Performs on-demand evaluation of agent traces using a specified evaluator

Description

Performs on-demand evaluation of agent traces using a specified evaluator. This synchronous API accepts traces in OpenTelemetry format and returns immediate scoring results with detailed explanations.

Usage

bedrockagentcore_evaluate(evaluatorId, evaluationInput,
  evaluationTarget, evaluationReferenceInputs)

Arguments

evaluatorId

[required] The unique identifier of the evaluator to use for scoring. Can be a built-in evaluator (e.g., Builtin.Helpfulness, Builtin.Correctness) or a custom evaluator Id created through the control plane API.

evaluationInput

[required] The input data containing agent session spans to be evaluated. Includes a list of spans in OpenTelemetry format from supported frameworks like Strands (AgentCore Runtime) or LangGraph with OpenInference instrumentation.

evaluationTarget

The specific trace or span IDs to evaluate within the provided input. Allows targeting evaluation at different levels: individual tool calls, single request-response interactions (traces), or entire conversation sessions.

evaluationReferenceInputs

Ground truth data to compare against agent responses during evaluation. Allows to provide expected responses, assertions, and expected tool trajectories at different evaluation levels.
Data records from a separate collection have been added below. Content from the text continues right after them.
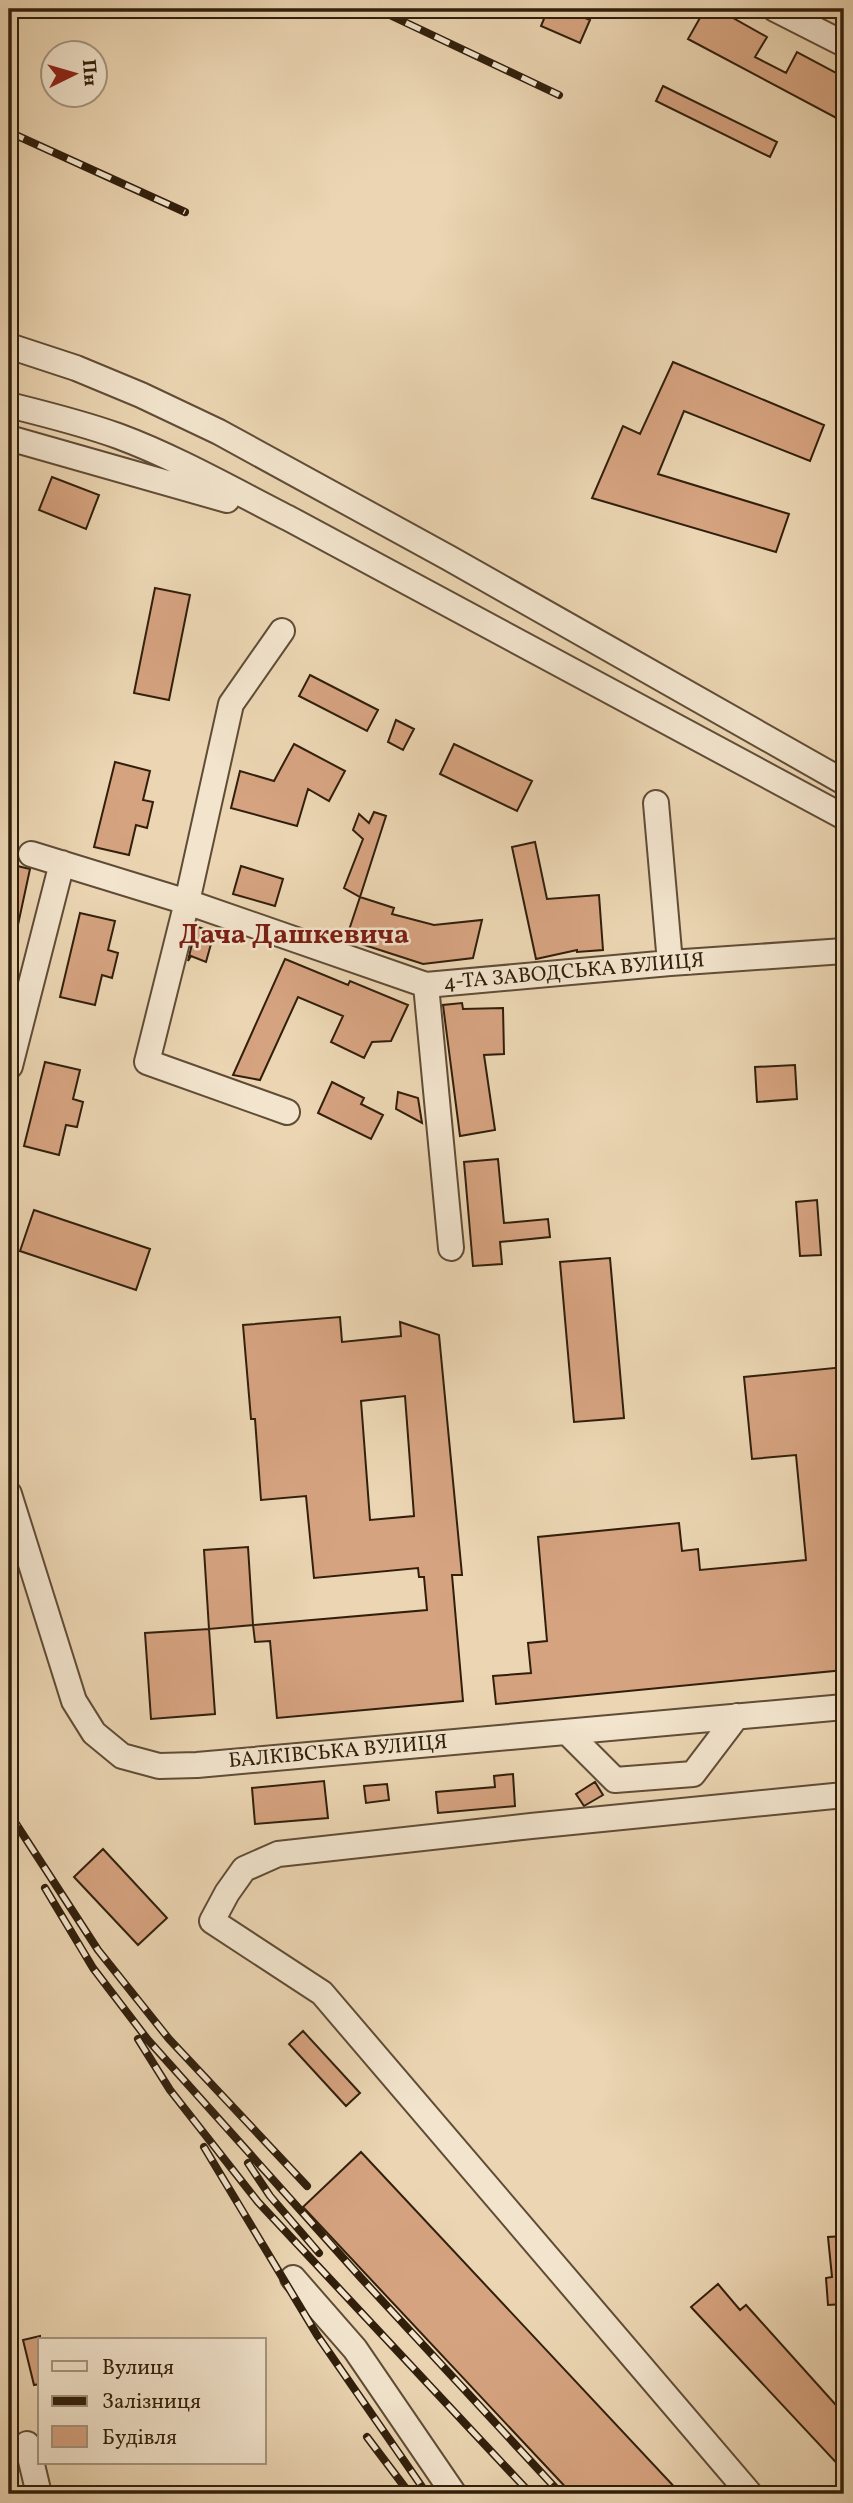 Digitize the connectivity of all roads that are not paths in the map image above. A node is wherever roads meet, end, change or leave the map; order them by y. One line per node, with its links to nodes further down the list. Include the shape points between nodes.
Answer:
1 (775, 9): 2 (street)
2 (844, 44)
3 (9, 346): 8 (street, via 76,368 219,432)
4 (9, 405): 6 (street, via 120,437)
5 (9, 438): 6 (street)
6 (288, 518): 10 (street)
7 (282, 631): 13 (street, via 231,704)
8 (844, 782)
9 (656, 803): 15 (street)
10 (844, 817)
11 (31, 854): 12 (street, 4-ТА ЗАВОДСЬКА ВУЛИЦЯ)
12 (62, 863): 13 (street, 4-ТА ЗАВОДСЬКА ВУЛИЦЯ); 17 (street)
13 (187, 902): 16 (street, 4-ТА ЗАВОДСЬКА ВУЛИЦЯ); 18 (street, via 147,1062)
14 (844, 951): 15 (street, 4-ТА ЗАВОДСЬКА ВУЛИЦЯ)
15 (670, 963): 16 (street, 4-ТА ЗАВОДСЬКА ВУЛИЦЯ)
16 (426, 985): 19 (street)
17 (10, 1066)
18 (288, 1112)
19 (451, 1248)
20 (9, 1494): 23 (street, БАЛКІВСЬКА ВУЛИЦЯ, via 74,1701 94,1733 122,1756 159,1766 197,1765)
21 (844, 1707): 22 (street, БАЛКІВСЬКА ВУЛИЦЯ)
22 (737, 1716): 23 (street, БАЛКІВСЬКА ВУЛИЦЯ); 23 (street, via 693,1774 615,1780)
23 (566, 1732)
24 (844, 1795): 29 (street, via 278,1854 244,1869 212,1921 322,1993)
25 (293, 2278): 28 (street, via 355,2349)
26 (27, 2444): 27 (street)
27 (38, 2494)
28 (454, 2494)
29 (750, 2494) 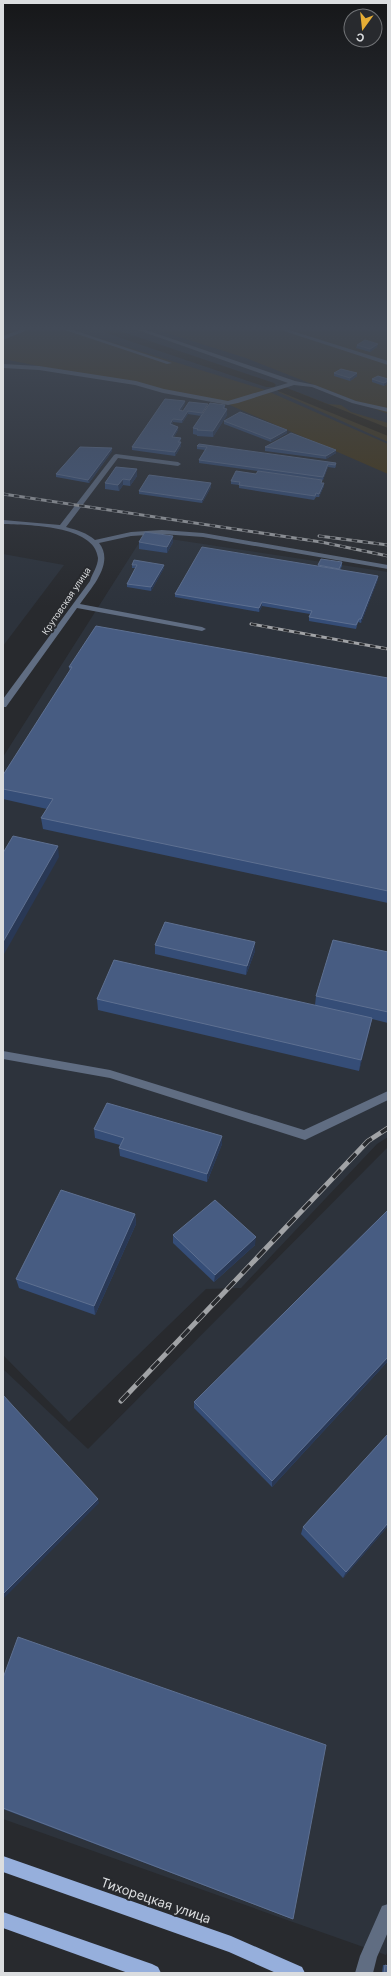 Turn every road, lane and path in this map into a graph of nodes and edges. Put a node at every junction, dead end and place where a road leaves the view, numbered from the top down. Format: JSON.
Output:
{"nodes":[{"id":1,"x":178,"y":464,"type":"dead end"},
{"id":2,"x":3,"y":522,"type":"edge"},
{"id":3,"x":62,"y":528,"type":"junction"},
{"id":4,"x":96,"y":542,"type":"junction"},
{"id":5,"x":388,"y":567,"type":"edge"},
{"id":6,"x":75,"y":605,"type":"junction"},
{"id":7,"x":202,"y":629,"type":"dead end"},
{"id":8,"x":3,"y":705,"type":"edge"},
{"id":9,"x":3,"y":1055,"type":"edge"},
{"id":10,"x":388,"y":1095,"type":"edge"},
{"id":11,"x":3,"y":1864,"type":"edge"},
{"id":12,"x":388,"y":1912,"type":"edge"},
{"id":13,"x":3,"y":1920,"type":"edge"},
{"id":14,"x":152,"y":1973,"type":"edge"},
{"id":15,"x":296,"y":1973,"type":"edge"},
{"id":16,"x":364,"y":1973,"type":"edge"}],
"edges":[{"from":1,"to":3,"type":"street"},
{"from":2,"to":3,"type":"street"},
{"from":3,"to":4,"type":"street"},
{"from":4,"to":5,"type":"street"},
{"from":4,"to":6,"type":"street","name":"Крутовская улица"},
{"from":6,"to":7,"type":"street"},
{"from":6,"to":8,"type":"street","name":"Крутовская улица"},
{"from":9,"to":10,"type":"street"},
{"from":11,"to":15,"type":"main road","name":"Тихорецкая улица"},
{"from":12,"to":16,"type":"street"},
{"from":13,"to":14,"type":"main road"}]} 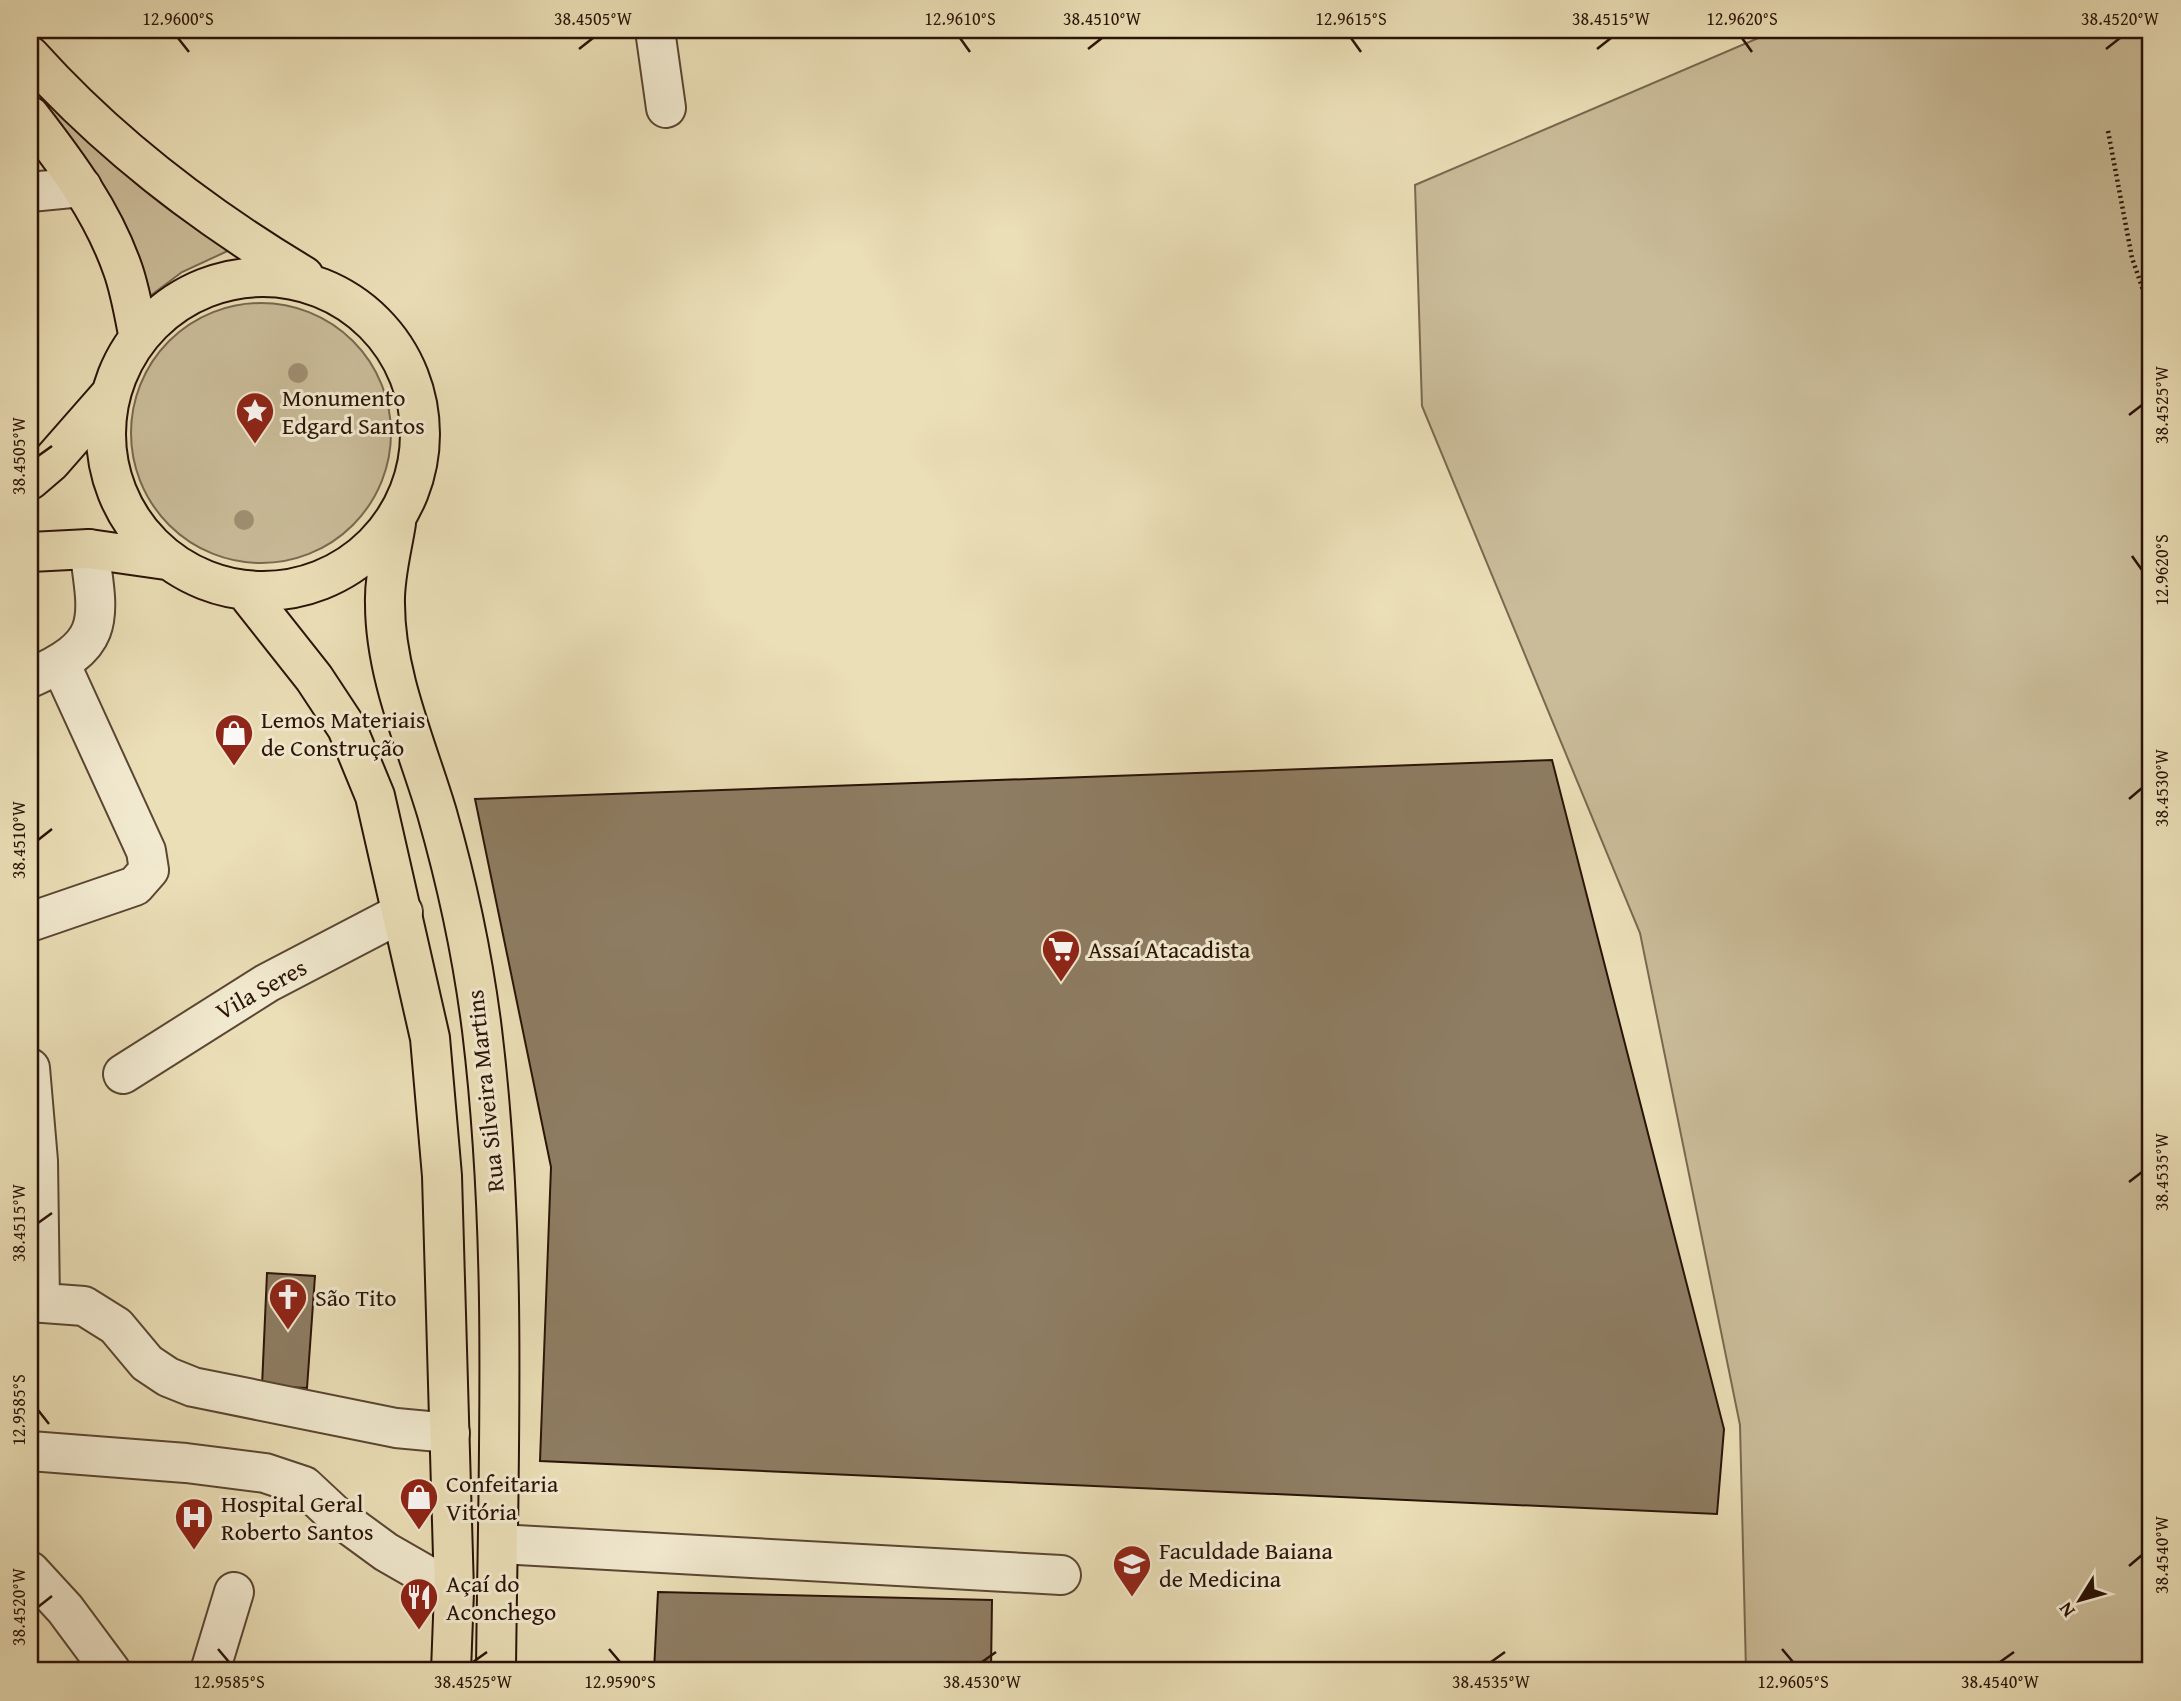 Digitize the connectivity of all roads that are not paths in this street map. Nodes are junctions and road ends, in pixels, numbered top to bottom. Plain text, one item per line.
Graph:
1 (655, 30) edge
2 (30, 57) edge
3 (666, 108) dead end
4 (30, 116) edge
5 (82, 187) junction
6 (30, 192) edge
7 (315, 283) junction
8 (138, 334) junction
9 (108, 397) junction
10 (30, 480) edge
11 (396, 523) junction
12 (89, 550) junction
13 (30, 552) edge
14 (166, 560) junction
15 (246, 592) junction
16 (45, 671) edge
17 (403, 912) junction
18 (30, 922) edge
19 (30, 1068) edge
20 (123, 1074) dead end
21 (35, 1302) edge
22 (450, 1433) junction
23 (30, 1451) edge
24 (498, 1544) junction
25 (30, 1571) edge
26 (1061, 1575) dead end
27 (454, 1591) junction
28 (234, 1592) dead end
29 (111, 1671) edge
30 (210, 1671) edge
31 (451, 1671) edge
32 (496, 1671) edge

1 - 3 street
2 - 7 main road
4 - 5 main road
5 - 6 street
5 - 8 main road
7 - 8 main road
7 - 11 main road
8 - 9 main road
9 - 10 main road
9 - 14 main road
11 - 15 main road
11 - 24 main road, Rua Silveira Martins
12 - 13 main road
12 - 14 main road
12 - 16 street
14 - 15 main road
15 - 17 main road, Rua Silveira Martins
16 - 18 street
17 - 20 street, Vila Seres
17 - 22 main road, Rua Silveira Martins
19 - 21 street
21 - 22 street
22 - 27 main road, Rua Silveira Martins
23 - 27 street
24 - 26 street
24 - 32 main road, Rua Silveira Martins
25 - 29 street
27 - 31 main road, Rua Silveira Martins
28 - 30 street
Session-level reference inputs apply to the entire conversation, while trace-level reference inputs target specific request-response interactions identified by trace ID.

Value

A list with the following syntax:

list(
  evaluationResults = list(
    list(
      evaluatorArn = "string",
      evaluatorId = "string",
      evaluatorName = "string",
      explanation = "string",
      context = list(
        spanContext = list(
          sessionId = "string",
          traceId = "string",
          spanId = "string"
        )
      ),
      value = 123.0,
      label = "string",
      tokenUsage = list(
        inputTokens = 123,
        outputTokens = 123,
        totalTokens = 123
      ),
      errorMessage = "string",
      errorCode = "string",
      ignoredReferenceInputFields = list(
        "string"
      )
    )
  )
)

Request syntax

svc$evaluate(
  evaluatorId = "string",
  evaluationInput = list(
    sessionSpans = list(
      list()
    )
  ),
  evaluationTarget = list(
    spanIds = list(
      "string"
    ),
    traceIds = list(
      "string"
    )
  ),
  evaluationReferenceInputs = list(
    list(
      context = list(
        spanContext = list(
          sessionId = "string",
          traceId = "string",
          spanId = "string"
        )
      ),
      expectedResponse = list(
        text = "string"
      ),
      assertions = list(
        list(
          text = "string"
        )
      ),
      expectedTrajectory = list(
        toolNames = list(
          "string"
        )
      )
    )
  )
)